Key words: CFETR, Retention, Permeation, FEM, Soret effect

摘要：

采用多物理场计算程序COMSOL Multiphysics，构建了一维氚输运有限单元模型，并与文献中氢同位素在钨中的滞留实验数据进行模拟验证。基于经过校验的一维模型，并考虑Soret效应，对中国聚变工程实验堆(CFETR)水冷包层第一壁进行了二维氚分析计算。模拟结果表明，氚在单个典型包层第一壁中的总滞留量为0.12mg，进入冷却剂中的总渗透量为0.12mg•yr^-1。若不考虑Soret效应，氚在RAFM钢中的滞留量将增加8.80%，渗透到冷却剂的量增加65.97%。由此可见，Soret效应对于氚的渗透和滞留具有显著的意义。
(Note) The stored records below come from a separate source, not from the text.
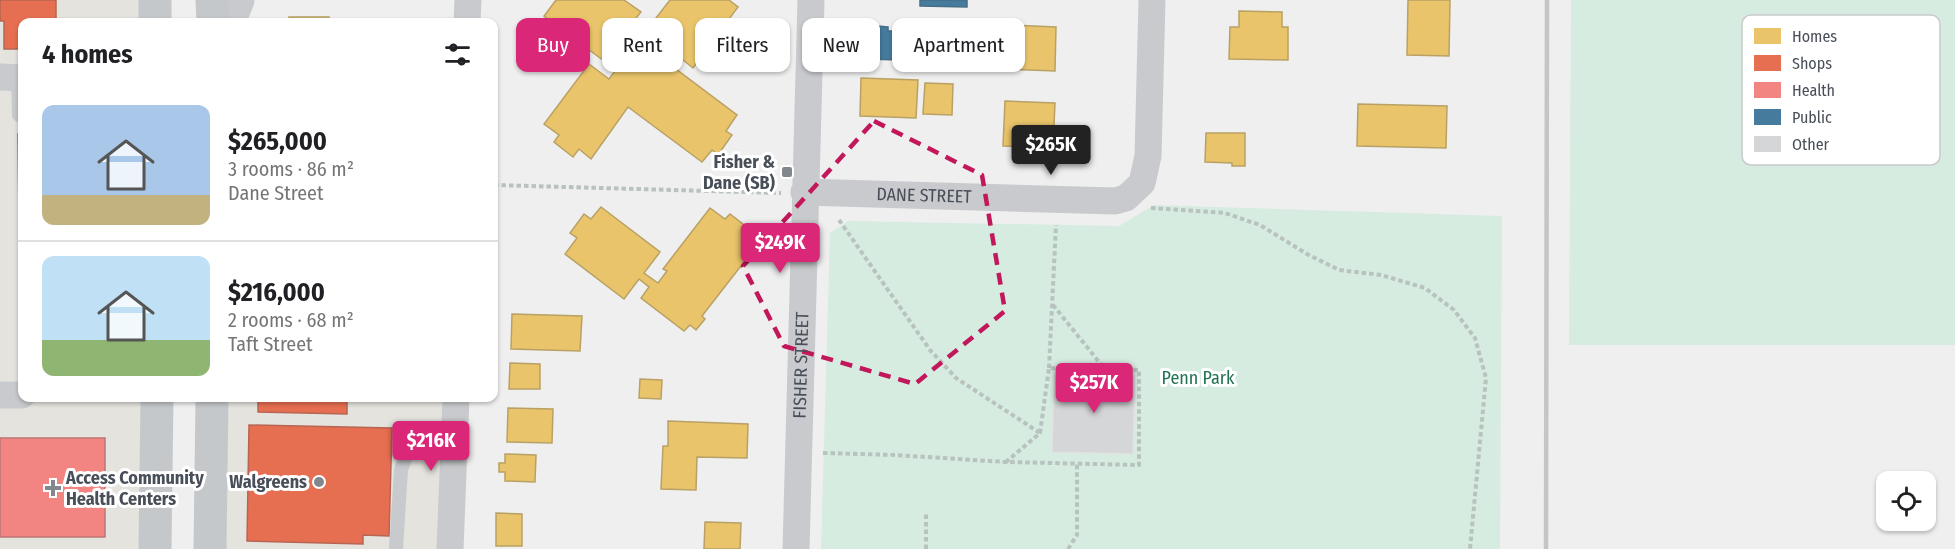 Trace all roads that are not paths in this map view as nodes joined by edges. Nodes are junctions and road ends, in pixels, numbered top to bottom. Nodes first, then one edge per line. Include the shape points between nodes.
1 (155, 0) edge
2 (212, 0) edge
3 (238, 0) edge
4 (468, 0) edge
5 (811, 0) edge
6 (1152, 0) edge
7 (155, 18) edge
8 (213, 18) edge
9 (231, 18) edge
10 (467, 18) edge
11 (13, 77) edge
12 (18, 109) edge
13 (793, 192) junction
14 (0, 395) edge
15 (18, 395) edge
16 (157, 402) edge
17 (212, 402) edge
18 (456, 402) edge
19 (454, 447) junction
20 (155, 549) edge
21 (210, 549) edge
22 (396, 549) edge
23 (450, 549) edge
24 (796, 549) edge

1 - 7 main road
2 - 8 main road
3 - 9 street
4 - 10 street
5 - 13 street, FISHER STREET
6 - 13 street, DANE STREET via 1148,156 1142,183 1126,198 1115,201
11 - 12 lane
13 - 24 street, FISHER STREET
14 - 15 street
16 - 20 main road
17 - 21 main road
18 - 19 street
19 - 22 lane via 420,446 408,453 401,470
19 - 23 street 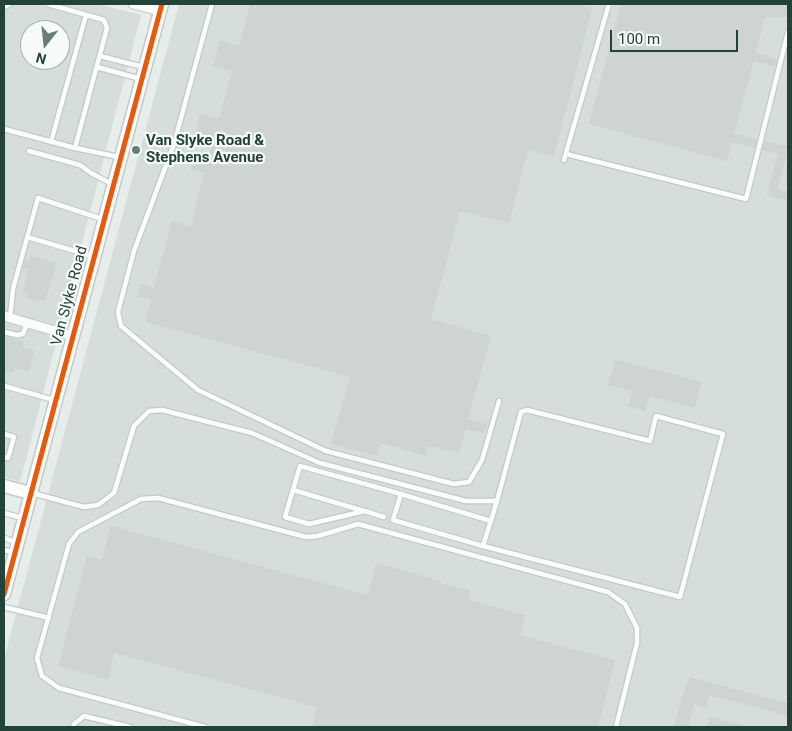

关键词: 中国聚变工程实验堆, 滞留, 渗透, 有限单元方法, Soret效应

CLC Number:

LAO Ding-yu, HUANG Kai, CHEN Lei, LIU Song-lin. Finite element analysis on plasma-driven transport of tritium in FW of WCCB for CFETR[J]. NUCLEAR FUSION AND PLASMA PHYSICS, 2017, 37(4): 457-464.

劳鼎宇, 黄凯, 陈磊, 刘松林. CFETR水冷包层第一壁模块中等离子体注入氚输运有限单元分析[J]. 核聚变与等离子体物理, 2017, 37(4): 457-464.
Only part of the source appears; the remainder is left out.